A major strength of this study is that all measurements were made by a single observer blinded to the diagnosis of SCFE and other potentially confounding clinical and demographic data. Also, the measurement processes used in this study have been previously validated.

Investigation into the anatomic features of this disease should continue, along with development of minimally invasive, safe, and inexpensive ways to screen for possible anatomic risk factors. The most pertinent clinical goals are to  continue evolving minimally invasive methods of epiphyseal stabilization to prevent and/or treat SCFE and to more accurately identify hips at risk of SCFE.

Marc Swiontkowski, MD
JBJS Editor-in-Chief

Predicting ‘Fast,’ ‘Slow Starters’ and ‘Late Dippers’ after THA

Based on ample published data and experience, today’s hip surgeons can give patients who are considering total hip arthroplasty (THA) a good general idea of outcomes to expect. But what if orthopaedists could provide more tailored predictions of THA outcome, and thus help patients more realistically manage expectations?

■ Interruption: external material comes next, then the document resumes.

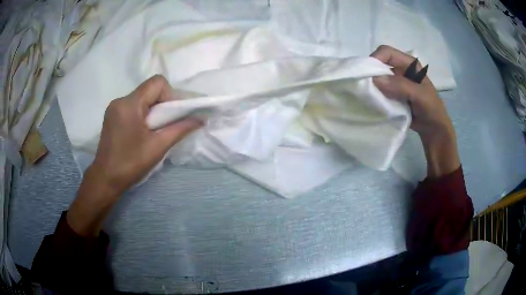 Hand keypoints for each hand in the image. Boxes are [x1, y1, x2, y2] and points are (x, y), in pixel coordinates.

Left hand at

That is essentially what Hesseling et al. set out to do in their database analysis of 6,030 THA patients gleaned from the Dutch Arthroplasty Register; the findings appear in the December 18, 2019 issue of JBJS. Using the patients’ Oxford Hip Scores (OHS) collected up to 1 year postoperatively and a sophisticated statistical technique called latent class growth modeling, the authors categorized outcome trajectories into 3 categories:

  1. Fast Starters (n = 5,290)—steep improvement in OHS during the first 3 postoperative months, after which the OHS leveled out
  2. Late Dippers (n = 463)—more modest improvement in OHS initially, followed by subsequent decline toward the 1-year mark
  3. Slow Starters (n = 277)—virtually no change at the 3-month mark, followed by an improvement in OHS at 1 year postoperatively

Although the authors were unable to tease out factors that clearly distinguished between late dippers and slow starters, they did identify several factors associated with less-than-fast-starter outcomes:

  • Female sex
  • Smoking
  • Age >75 years
  • Obesity
  • Anxiety and depression
  • American Society of Anesthesiologist (ASA) grade III or IV
  • Hybrid fixation (cemented acetabular implant)
  • Direct lateral surgical approach

Emphasizing that all 3 subgroups experienced functional improvement after THA, Hesseling et al. nevertheless provide useful information that can help surgeons more accurately estimate which patients might be at risk of a less favorable recovery.